Australian Philanthropist Travels to the U.S. to Seek Support for Plan to Prevent Wildfires
January 17, 2020 | Read Time: 3 minutes
Australian philanthropist Andrew Forrest and his wife, Nicola, have pledged $48 million in response to the bushfires raging in that country through their Minderoo Foundation.
Part of the money will go to mobilize specialized volunteers to respond to the bushfires and to provide relief to victims. But the lion’s share of the gift — more than $34 million — will go toward conducting research, studying mitigation techniques, and developing a plan to prevent future fire disasters, both in Australia and around the world.
“In the face of a planet which is slowly warming, the Australian bushfires are a red warning light on that dashboard,” Forrest said.
The Australian billionaire is taking that message to the United States, where he is currently meeting with philanthropists, conservationists, and others to seek financial support for the research project. The Minderoo Foundation has set up a fire fund to accept donations. It hopes to raise more than $344 million for the fire-resilience blueprint.
Once the richest man in Australia, Forrest made his fortune as founder of the Fortescue Metals Group, one of the largest iron-ore producers in the world. Forbes estimates his net worth at almost $9 billion.
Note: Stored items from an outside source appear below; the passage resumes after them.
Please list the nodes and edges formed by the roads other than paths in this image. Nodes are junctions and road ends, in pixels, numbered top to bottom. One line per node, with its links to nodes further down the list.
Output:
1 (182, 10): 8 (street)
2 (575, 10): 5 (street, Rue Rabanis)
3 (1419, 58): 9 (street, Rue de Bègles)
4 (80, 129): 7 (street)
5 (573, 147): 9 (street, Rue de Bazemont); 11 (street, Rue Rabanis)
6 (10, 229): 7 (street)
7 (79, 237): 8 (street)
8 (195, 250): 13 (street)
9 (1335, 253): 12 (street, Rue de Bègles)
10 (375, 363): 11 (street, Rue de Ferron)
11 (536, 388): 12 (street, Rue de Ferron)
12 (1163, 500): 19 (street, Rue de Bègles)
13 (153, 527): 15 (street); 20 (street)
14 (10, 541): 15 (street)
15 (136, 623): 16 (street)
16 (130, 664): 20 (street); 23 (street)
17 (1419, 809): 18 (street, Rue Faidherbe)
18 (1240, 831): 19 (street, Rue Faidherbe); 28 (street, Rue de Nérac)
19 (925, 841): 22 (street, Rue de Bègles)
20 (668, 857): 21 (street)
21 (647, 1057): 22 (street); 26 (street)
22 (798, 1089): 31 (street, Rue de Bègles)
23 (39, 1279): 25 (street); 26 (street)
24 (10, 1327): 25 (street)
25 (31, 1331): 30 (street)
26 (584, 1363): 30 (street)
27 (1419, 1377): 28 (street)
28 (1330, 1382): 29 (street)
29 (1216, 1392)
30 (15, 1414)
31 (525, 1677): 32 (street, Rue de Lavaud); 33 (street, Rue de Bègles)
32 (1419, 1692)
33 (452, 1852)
Forrest declined to say who he has met with during his trip but said the meetings have been positive. “We have spoken to a number of very high-profile people, and there is not one who hasn’t said that they are prepared to get in and help.”

Unimaginable Destruction
Last week, Forrest visited a small town on the front lines of the unprecedented bushfires. The devastation was unlike anything he had ever seen.
Residents recounted their terror at seeing an enormous wall of fire approaching the community. The firestorm threw embers out ahead of the blaze horizontally at great speed.
“People who had set up their homes to be as fireproof as possible realized that they would never survive an onslaught this big and just made it down to the local river where they had to stay for two hours to get protection,” he says. “They, of course, lost everything.”
The damage to the environment caused by the fire is hard to fathom, Forrest says.
“It didn’t just burn the trees. It scorched the earth. It removed the biota of the topsoil. So the topsoil turned from what was quite rich soil held together with worms, animals, plants, and tree roots to sand,” he says. “When the first rains came, the steep hills no longer had any topsoil protected by biota and floated like sand into the river, filled up the river, and extinguished the endemic platypus habitat.”
Forrest says he still cannot believe the scale of the destruction.
“This cannot be allowed to continuously affect any country, let alone one as beautiful as Australia.”